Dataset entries
----------------

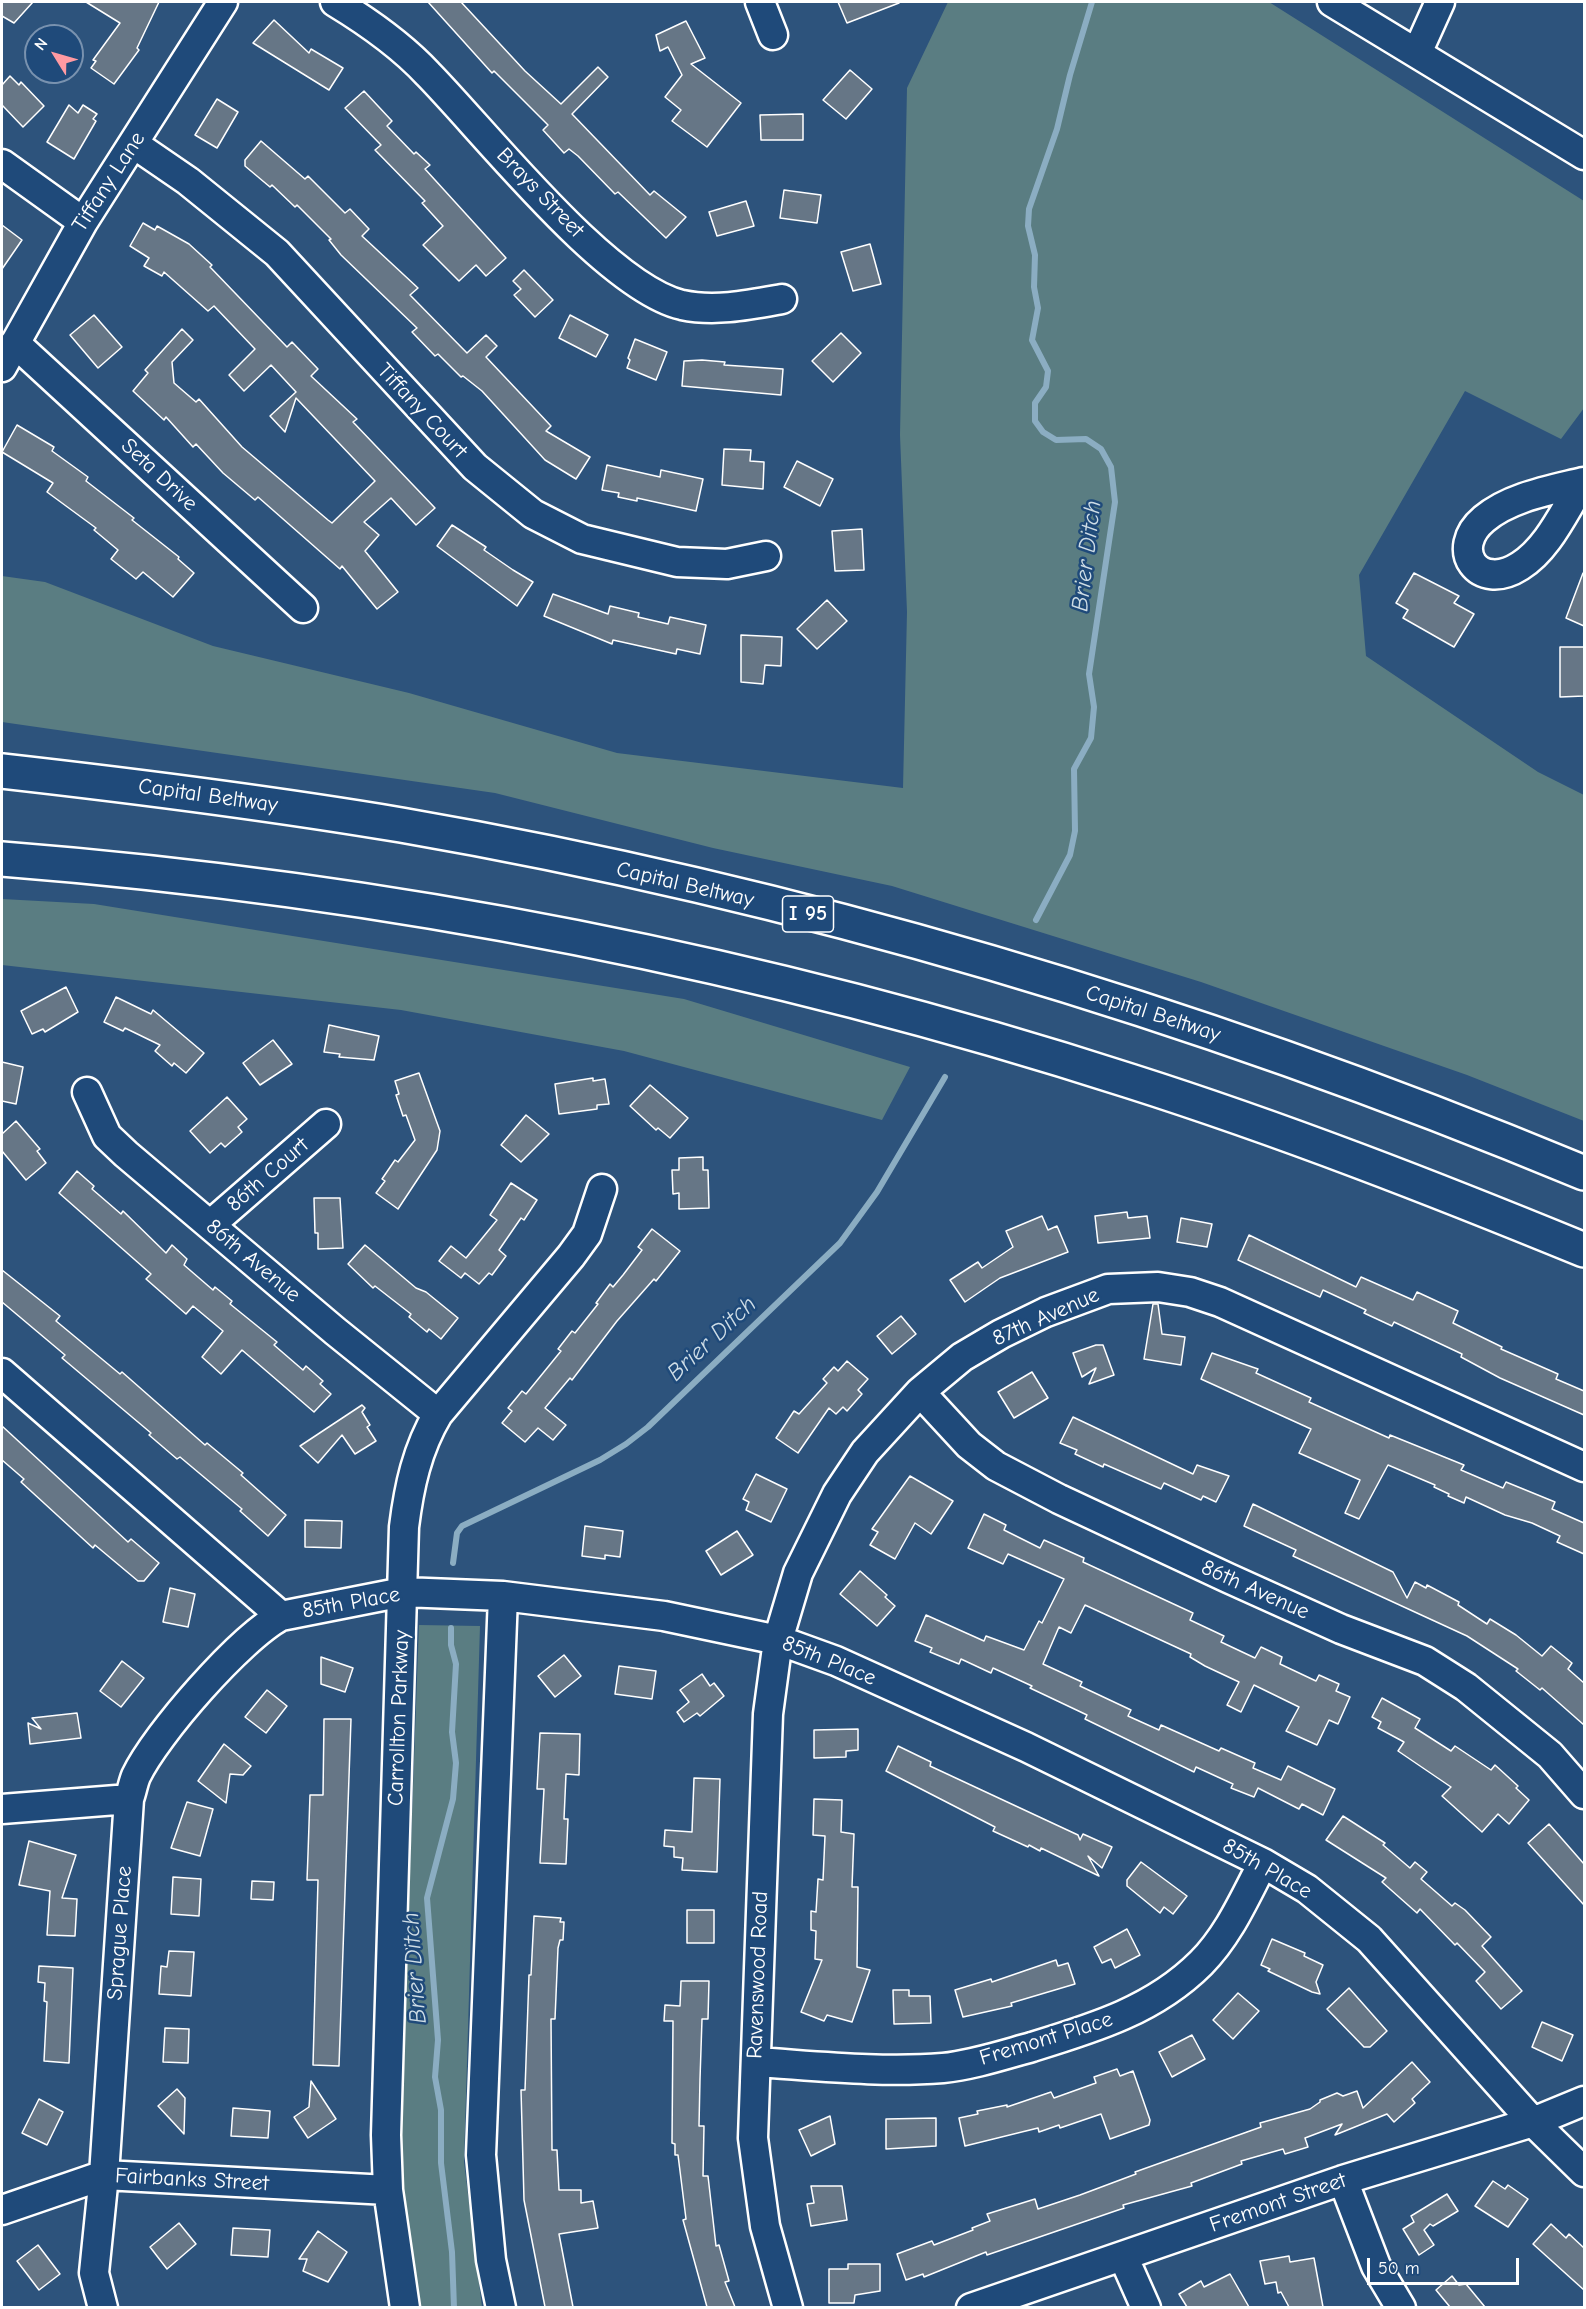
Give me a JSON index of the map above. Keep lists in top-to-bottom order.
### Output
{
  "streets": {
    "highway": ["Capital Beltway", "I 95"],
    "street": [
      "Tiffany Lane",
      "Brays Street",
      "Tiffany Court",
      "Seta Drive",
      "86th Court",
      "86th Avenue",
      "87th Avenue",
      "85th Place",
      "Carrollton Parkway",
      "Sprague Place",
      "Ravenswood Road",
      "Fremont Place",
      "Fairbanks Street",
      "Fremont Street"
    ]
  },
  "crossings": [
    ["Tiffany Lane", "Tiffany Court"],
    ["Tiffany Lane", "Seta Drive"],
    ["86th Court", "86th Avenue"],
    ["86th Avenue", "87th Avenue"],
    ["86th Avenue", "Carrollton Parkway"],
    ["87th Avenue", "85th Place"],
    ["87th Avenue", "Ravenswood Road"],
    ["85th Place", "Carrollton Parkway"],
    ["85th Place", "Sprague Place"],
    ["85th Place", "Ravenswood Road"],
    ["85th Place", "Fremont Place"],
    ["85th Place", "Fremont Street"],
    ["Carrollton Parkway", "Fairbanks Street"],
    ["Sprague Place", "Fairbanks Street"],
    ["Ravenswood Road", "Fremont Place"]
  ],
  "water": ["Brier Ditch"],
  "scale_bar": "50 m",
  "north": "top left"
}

----------------

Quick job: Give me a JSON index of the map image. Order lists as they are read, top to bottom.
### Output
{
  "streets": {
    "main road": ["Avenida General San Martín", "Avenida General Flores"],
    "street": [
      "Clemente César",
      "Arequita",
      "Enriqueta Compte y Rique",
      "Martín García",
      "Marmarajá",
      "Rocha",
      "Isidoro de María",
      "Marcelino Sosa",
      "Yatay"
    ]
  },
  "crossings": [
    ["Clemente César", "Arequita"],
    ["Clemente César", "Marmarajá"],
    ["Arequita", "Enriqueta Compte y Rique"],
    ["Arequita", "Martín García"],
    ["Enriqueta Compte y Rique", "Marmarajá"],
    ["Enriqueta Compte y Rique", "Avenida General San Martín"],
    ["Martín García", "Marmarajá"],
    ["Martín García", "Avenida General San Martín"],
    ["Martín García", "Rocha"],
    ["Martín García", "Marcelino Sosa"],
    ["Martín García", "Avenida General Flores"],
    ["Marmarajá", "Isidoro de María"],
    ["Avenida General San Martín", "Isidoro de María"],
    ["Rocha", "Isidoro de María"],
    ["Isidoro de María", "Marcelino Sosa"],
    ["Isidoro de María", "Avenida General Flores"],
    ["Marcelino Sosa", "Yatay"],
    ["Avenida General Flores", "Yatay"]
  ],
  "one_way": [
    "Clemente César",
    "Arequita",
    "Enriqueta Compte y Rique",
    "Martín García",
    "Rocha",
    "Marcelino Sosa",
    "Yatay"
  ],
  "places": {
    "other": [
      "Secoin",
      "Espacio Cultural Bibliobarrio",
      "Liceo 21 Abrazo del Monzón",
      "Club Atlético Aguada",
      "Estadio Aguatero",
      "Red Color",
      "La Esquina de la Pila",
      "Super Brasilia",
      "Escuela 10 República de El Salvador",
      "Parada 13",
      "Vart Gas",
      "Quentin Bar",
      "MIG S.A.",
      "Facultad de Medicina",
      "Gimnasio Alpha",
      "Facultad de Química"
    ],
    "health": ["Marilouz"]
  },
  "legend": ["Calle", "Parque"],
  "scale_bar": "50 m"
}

----------------

# [The task]
Across the data above, how many lines carry the word "García"? Only the number is needed.

# [Answer space]
8